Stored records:
━━━━━━━━━━━━━━━━━━━━━━━━━━━━━━

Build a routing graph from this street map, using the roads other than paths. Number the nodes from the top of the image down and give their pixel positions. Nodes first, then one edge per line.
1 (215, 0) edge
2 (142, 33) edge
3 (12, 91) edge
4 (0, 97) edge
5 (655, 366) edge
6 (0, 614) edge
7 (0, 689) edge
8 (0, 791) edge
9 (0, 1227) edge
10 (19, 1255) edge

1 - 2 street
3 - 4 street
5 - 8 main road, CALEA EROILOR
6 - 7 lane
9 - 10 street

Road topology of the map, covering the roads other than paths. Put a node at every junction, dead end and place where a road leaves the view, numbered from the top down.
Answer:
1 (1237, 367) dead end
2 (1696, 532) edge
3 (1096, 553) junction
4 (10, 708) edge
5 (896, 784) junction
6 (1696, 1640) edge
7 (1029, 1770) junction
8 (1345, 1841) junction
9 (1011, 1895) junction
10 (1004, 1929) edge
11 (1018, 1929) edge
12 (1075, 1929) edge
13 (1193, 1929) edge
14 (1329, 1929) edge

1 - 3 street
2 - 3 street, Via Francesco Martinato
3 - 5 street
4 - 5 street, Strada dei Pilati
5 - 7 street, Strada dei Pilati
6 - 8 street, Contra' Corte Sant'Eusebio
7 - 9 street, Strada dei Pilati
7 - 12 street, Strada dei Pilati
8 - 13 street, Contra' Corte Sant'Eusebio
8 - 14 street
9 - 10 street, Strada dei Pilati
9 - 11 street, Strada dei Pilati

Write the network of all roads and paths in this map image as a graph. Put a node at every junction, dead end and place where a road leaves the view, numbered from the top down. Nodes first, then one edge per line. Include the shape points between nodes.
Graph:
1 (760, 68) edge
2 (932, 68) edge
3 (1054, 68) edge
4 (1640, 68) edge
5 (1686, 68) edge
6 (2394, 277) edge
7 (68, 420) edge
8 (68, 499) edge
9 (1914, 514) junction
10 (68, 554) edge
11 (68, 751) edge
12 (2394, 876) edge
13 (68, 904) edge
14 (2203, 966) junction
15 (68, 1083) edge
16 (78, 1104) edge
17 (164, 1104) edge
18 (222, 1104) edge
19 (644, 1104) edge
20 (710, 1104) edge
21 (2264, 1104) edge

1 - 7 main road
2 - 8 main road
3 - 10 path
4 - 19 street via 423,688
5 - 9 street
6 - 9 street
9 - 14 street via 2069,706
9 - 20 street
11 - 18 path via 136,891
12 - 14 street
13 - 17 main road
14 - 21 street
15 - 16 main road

━━━━━━━━━━━━━━━━━━━━━━━━━━━━━━

What to do: Repeat the full set of records exactly.

Solution for this problem:
Build a routing graph from this street map, using the roads other than paths. Number the nodes from the top of the image down and give their pixel positions. Nodes first, then one edge per line.
1 (215, 0) edge
2 (142, 33) edge
3 (12, 91) edge
4 (0, 97) edge
5 (655, 366) edge
6 (0, 614) edge
7 (0, 689) edge
8 (0, 791) edge
9 (0, 1227) edge
10 (19, 1255) edge

1 - 2 street
3 - 4 street
5 - 8 main road, CALEA EROILOR
6 - 7 lane
9 - 10 street

Road topology of the map, covering the roads other than paths. Put a node at every junction, dead end and place where a road leaves the view, numbered from the top down.
Answer:
1 (1237, 367) dead end
2 (1696, 532) edge
3 (1096, 553) junction
4 (10, 708) edge
5 (896, 784) junction
6 (1696, 1640) edge
7 (1029, 1770) junction
8 (1345, 1841) junction
9 (1011, 1895) junction
10 (1004, 1929) edge
11 (1018, 1929) edge
12 (1075, 1929) edge
13 (1193, 1929) edge
14 (1329, 1929) edge

1 - 3 street
2 - 3 street, Via Francesco Martinato
3 - 5 street
4 - 5 street, Strada dei Pilati
5 - 7 street, Strada dei Pilati
6 - 8 street, Contra' Corte Sant'Eusebio
7 - 9 street, Strada dei Pilati
7 - 12 street, Strada dei Pilati
8 - 13 street, Contra' Corte Sant'Eusebio
8 - 14 street
9 - 10 street, Strada dei Pilati
9 - 11 street, Strada dei Pilati

Write the network of all roads and paths in this map image as a graph. Put a node at every junction, dead end and place where a road leaves the view, numbered from the top down. Nodes first, then one edge per line. Include the shape points between nodes.
Graph:
1 (760, 68) edge
2 (932, 68) edge
3 (1054, 68) edge
4 (1640, 68) edge
5 (1686, 68) edge
6 (2394, 277) edge
7 (68, 420) edge
8 (68, 499) edge
9 (1914, 514) junction
10 (68, 554) edge
11 (68, 751) edge
12 (2394, 876) edge
13 (68, 904) edge
14 (2203, 966) junction
15 (68, 1083) edge
16 (78, 1104) edge
17 (164, 1104) edge
18 (222, 1104) edge
19 (644, 1104) edge
20 (710, 1104) edge
21 (2264, 1104) edge

1 - 7 main road
2 - 8 main road
3 - 10 path
4 - 19 street via 423,688
5 - 9 street
6 - 9 street
9 - 14 street via 2069,706
9 - 20 street
11 - 18 path via 136,891
12 - 14 street
13 - 17 main road
14 - 21 street
15 - 16 main road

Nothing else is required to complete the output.